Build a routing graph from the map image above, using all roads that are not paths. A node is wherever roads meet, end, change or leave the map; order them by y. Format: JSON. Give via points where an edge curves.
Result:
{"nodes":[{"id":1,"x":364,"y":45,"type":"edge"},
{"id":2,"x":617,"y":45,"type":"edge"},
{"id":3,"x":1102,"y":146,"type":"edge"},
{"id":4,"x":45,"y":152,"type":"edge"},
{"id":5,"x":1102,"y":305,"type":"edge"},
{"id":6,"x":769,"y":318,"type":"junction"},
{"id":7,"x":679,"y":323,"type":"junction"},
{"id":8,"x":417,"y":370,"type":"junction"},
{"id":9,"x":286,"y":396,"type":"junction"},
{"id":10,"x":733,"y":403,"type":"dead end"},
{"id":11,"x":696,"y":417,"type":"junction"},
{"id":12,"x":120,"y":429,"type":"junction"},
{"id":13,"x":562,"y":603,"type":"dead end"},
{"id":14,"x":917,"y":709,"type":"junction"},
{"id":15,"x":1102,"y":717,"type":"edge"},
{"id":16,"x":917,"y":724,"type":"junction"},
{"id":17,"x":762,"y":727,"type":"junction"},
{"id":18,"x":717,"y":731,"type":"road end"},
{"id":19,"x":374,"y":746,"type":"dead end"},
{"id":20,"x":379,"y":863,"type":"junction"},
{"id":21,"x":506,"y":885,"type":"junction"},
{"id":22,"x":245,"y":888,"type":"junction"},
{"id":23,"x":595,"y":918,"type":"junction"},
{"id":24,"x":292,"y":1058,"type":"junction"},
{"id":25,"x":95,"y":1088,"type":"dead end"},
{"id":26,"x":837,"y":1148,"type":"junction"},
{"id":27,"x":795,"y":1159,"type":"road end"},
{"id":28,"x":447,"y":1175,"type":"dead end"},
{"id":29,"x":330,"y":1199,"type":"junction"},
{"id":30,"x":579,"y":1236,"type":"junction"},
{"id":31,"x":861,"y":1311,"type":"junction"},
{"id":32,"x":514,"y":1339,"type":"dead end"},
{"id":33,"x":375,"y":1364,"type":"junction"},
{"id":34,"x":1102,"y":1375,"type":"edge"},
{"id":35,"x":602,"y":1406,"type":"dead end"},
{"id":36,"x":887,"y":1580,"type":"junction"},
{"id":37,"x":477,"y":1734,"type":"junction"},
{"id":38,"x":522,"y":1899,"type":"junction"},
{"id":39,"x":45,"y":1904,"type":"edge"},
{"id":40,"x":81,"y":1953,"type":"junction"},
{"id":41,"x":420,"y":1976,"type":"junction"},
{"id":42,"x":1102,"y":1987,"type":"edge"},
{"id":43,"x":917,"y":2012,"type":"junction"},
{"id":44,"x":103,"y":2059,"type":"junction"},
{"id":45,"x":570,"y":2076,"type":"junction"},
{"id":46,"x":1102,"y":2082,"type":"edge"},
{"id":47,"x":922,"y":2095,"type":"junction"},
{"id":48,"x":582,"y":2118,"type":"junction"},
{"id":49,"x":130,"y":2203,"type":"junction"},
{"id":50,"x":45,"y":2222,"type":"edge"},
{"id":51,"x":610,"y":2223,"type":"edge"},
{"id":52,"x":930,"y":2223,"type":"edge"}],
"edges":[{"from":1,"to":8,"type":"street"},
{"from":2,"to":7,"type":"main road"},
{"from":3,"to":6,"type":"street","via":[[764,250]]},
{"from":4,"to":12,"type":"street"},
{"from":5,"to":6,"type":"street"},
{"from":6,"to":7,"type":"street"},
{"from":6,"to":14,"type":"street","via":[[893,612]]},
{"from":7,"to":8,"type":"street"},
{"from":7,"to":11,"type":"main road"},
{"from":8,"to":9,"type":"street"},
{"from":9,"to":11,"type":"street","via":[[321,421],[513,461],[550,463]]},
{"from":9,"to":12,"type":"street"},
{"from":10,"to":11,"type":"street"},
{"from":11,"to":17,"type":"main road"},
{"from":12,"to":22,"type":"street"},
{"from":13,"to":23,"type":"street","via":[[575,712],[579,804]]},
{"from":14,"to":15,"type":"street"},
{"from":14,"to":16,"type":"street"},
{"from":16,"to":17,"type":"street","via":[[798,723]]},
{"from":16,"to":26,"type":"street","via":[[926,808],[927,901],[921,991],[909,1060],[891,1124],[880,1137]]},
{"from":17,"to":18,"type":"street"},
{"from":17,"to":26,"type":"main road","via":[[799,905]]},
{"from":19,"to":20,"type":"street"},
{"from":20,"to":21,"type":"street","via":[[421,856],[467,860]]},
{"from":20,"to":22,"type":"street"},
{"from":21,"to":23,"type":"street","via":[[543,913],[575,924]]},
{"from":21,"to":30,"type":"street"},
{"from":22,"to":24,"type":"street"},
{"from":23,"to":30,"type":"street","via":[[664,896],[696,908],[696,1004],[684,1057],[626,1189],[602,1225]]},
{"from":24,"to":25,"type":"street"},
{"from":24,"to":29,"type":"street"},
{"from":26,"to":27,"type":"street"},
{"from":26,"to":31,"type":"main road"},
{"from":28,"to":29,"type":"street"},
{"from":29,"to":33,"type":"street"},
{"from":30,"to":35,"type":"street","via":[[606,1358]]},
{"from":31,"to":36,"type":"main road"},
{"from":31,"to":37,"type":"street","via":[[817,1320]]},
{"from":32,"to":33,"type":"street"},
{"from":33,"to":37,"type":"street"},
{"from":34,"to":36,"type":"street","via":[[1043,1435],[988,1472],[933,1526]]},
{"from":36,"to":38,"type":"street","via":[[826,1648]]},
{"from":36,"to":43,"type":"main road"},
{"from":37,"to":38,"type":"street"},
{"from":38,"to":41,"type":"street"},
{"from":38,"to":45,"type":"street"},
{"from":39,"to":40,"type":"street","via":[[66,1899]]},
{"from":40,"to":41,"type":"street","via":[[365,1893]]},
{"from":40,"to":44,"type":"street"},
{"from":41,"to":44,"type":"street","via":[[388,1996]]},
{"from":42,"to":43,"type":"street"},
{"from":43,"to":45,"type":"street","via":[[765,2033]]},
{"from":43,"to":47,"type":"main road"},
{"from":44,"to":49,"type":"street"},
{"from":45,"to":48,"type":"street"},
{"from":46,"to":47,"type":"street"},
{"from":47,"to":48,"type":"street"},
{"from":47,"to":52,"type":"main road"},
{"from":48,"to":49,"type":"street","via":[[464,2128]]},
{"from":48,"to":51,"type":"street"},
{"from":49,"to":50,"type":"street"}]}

■ Problem details: This exercise calls for every record to be restated word for word.

■ Result:
Build a routing graph from the map image above, using all roads that are not paths. A node is wherever roads meet, end, change or leave the map; order them by y. Format: JSON. Give via points where an edge curves.
Result:
{"nodes":[{"id":1,"x":364,"y":45,"type":"edge"},
{"id":2,"x":617,"y":45,"type":"edge"},
{"id":3,"x":1102,"y":146,"type":"edge"},
{"id":4,"x":45,"y":152,"type":"edge"},
{"id":5,"x":1102,"y":305,"type":"edge"},
{"id":6,"x":769,"y":318,"type":"junction"},
{"id":7,"x":679,"y":323,"type":"junction"},
{"id":8,"x":417,"y":370,"type":"junction"},
{"id":9,"x":286,"y":396,"type":"junction"},
{"id":10,"x":733,"y":403,"type":"dead end"},
{"id":11,"x":696,"y":417,"type":"junction"},
{"id":12,"x":120,"y":429,"type":"junction"},
{"id":13,"x":562,"y":603,"type":"dead end"},
{"id":14,"x":917,"y":709,"type":"junction"},
{"id":15,"x":1102,"y":717,"type":"edge"},
{"id":16,"x":917,"y":724,"type":"junction"},
{"id":17,"x":762,"y":727,"type":"junction"},
{"id":18,"x":717,"y":731,"type":"road end"},
{"id":19,"x":374,"y":746,"type":"dead end"},
{"id":20,"x":379,"y":863,"type":"junction"},
{"id":21,"x":506,"y":885,"type":"junction"},
{"id":22,"x":245,"y":888,"type":"junction"},
{"id":23,"x":595,"y":918,"type":"junction"},
{"id":24,"x":292,"y":1058,"type":"junction"},
{"id":25,"x":95,"y":1088,"type":"dead end"},
{"id":26,"x":837,"y":1148,"type":"junction"},
{"id":27,"x":795,"y":1159,"type":"road end"},
{"id":28,"x":447,"y":1175,"type":"dead end"},
{"id":29,"x":330,"y":1199,"type":"junction"},
{"id":30,"x":579,"y":1236,"type":"junction"},
{"id":31,"x":861,"y":1311,"type":"junction"},
{"id":32,"x":514,"y":1339,"type":"dead end"},
{"id":33,"x":375,"y":1364,"type":"junction"},
{"id":34,"x":1102,"y":1375,"type":"edge"},
{"id":35,"x":602,"y":1406,"type":"dead end"},
{"id":36,"x":887,"y":1580,"type":"junction"},
{"id":37,"x":477,"y":1734,"type":"junction"},
{"id":38,"x":522,"y":1899,"type":"junction"},
{"id":39,"x":45,"y":1904,"type":"edge"},
{"id":40,"x":81,"y":1953,"type":"junction"},
{"id":41,"x":420,"y":1976,"type":"junction"},
{"id":42,"x":1102,"y":1987,"type":"edge"},
{"id":43,"x":917,"y":2012,"type":"junction"},
{"id":44,"x":103,"y":2059,"type":"junction"},
{"id":45,"x":570,"y":2076,"type":"junction"},
{"id":46,"x":1102,"y":2082,"type":"edge"},
{"id":47,"x":922,"y":2095,"type":"junction"},
{"id":48,"x":582,"y":2118,"type":"junction"},
{"id":49,"x":130,"y":2203,"type":"junction"},
{"id":50,"x":45,"y":2222,"type":"edge"},
{"id":51,"x":610,"y":2223,"type":"edge"},
{"id":52,"x":930,"y":2223,"type":"edge"}],
"edges":[{"from":1,"to":8,"type":"street"},
{"from":2,"to":7,"type":"main road"},
{"from":3,"to":6,"type":"street","via":[[764,250]]},
{"from":4,"to":12,"type":"street"},
{"from":5,"to":6,"type":"street"},
{"from":6,"to":7,"type":"street"},
{"from":6,"to":14,"type":"street","via":[[893,612]]},
{"from":7,"to":8,"type":"street"},
{"from":7,"to":11,"type":"main road"},
{"from":8,"to":9,"type":"street"},
{"from":9,"to":11,"type":"street","via":[[321,421],[513,461],[550,463]]},
{"from":9,"to":12,"type":"street"},
{"from":10,"to":11,"type":"street"},
{"from":11,"to":17,"type":"main road"},
{"from":12,"to":22,"type":"street"},
{"from":13,"to":23,"type":"street","via":[[575,712],[579,804]]},
{"from":14,"to":15,"type":"street"},
{"from":14,"to":16,"type":"street"},
{"from":16,"to":17,"type":"street","via":[[798,723]]},
{"from":16,"to":26,"type":"street","via":[[926,808],[927,901],[921,991],[909,1060],[891,1124],[880,1137]]},
{"from":17,"to":18,"type":"street"},
{"from":17,"to":26,"type":"main road","via":[[799,905]]},
{"from":19,"to":20,"type":"street"},
{"from":20,"to":21,"type":"street","via":[[421,856],[467,860]]},
{"from":20,"to":22,"type":"street"},
{"from":21,"to":23,"type":"street","via":[[543,913],[575,924]]},
{"from":21,"to":30,"type":"street"},
{"from":22,"to":24,"type":"street"},
{"from":23,"to":30,"type":"street","via":[[664,896],[696,908],[696,1004],[684,1057],[626,1189],[602,1225]]},
{"from":24,"to":25,"type":"street"},
{"from":24,"to":29,"type":"street"},
{"from":26,"to":27,"type":"street"},
{"from":26,"to":31,"type":"main road"},
{"from":28,"to":29,"type":"street"},
{"from":29,"to":33,"type":"street"},
{"from":30,"to":35,"type":"street","via":[[606,1358]]},
{"from":31,"to":36,"type":"main road"},
{"from":31,"to":37,"type":"street","via":[[817,1320]]},
{"from":32,"to":33,"type":"street"},
{"from":33,"to":37,"type":"street"},
{"from":34,"to":36,"type":"street","via":[[1043,1435],[988,1472],[933,1526]]},
{"from":36,"to":38,"type":"street","via":[[826,1648]]},
{"from":36,"to":43,"type":"main road"},
{"from":37,"to":38,"type":"street"},
{"from":38,"to":41,"type":"street"},
{"from":38,"to":45,"type":"street"},
{"from":39,"to":40,"type":"street","via":[[66,1899]]},
{"from":40,"to":41,"type":"street","via":[[365,1893]]},
{"from":40,"to":44,"type":"street"},
{"from":41,"to":44,"type":"street","via":[[388,1996]]},
{"from":42,"to":43,"type":"street"},
{"from":43,"to":45,"type":"street","via":[[765,2033]]},
{"from":43,"to":47,"type":"main road"},
{"from":44,"to":49,"type":"street"},
{"from":45,"to":48,"type":"street"},
{"from":46,"to":47,"type":"street"},
{"from":47,"to":48,"type":"street"},
{"from":47,"to":52,"type":"main road"},
{"from":48,"to":49,"type":"street","via":[[464,2128]]},
{"from":48,"to":51,"type":"street"},
{"from":49,"to":50,"type":"street"}]}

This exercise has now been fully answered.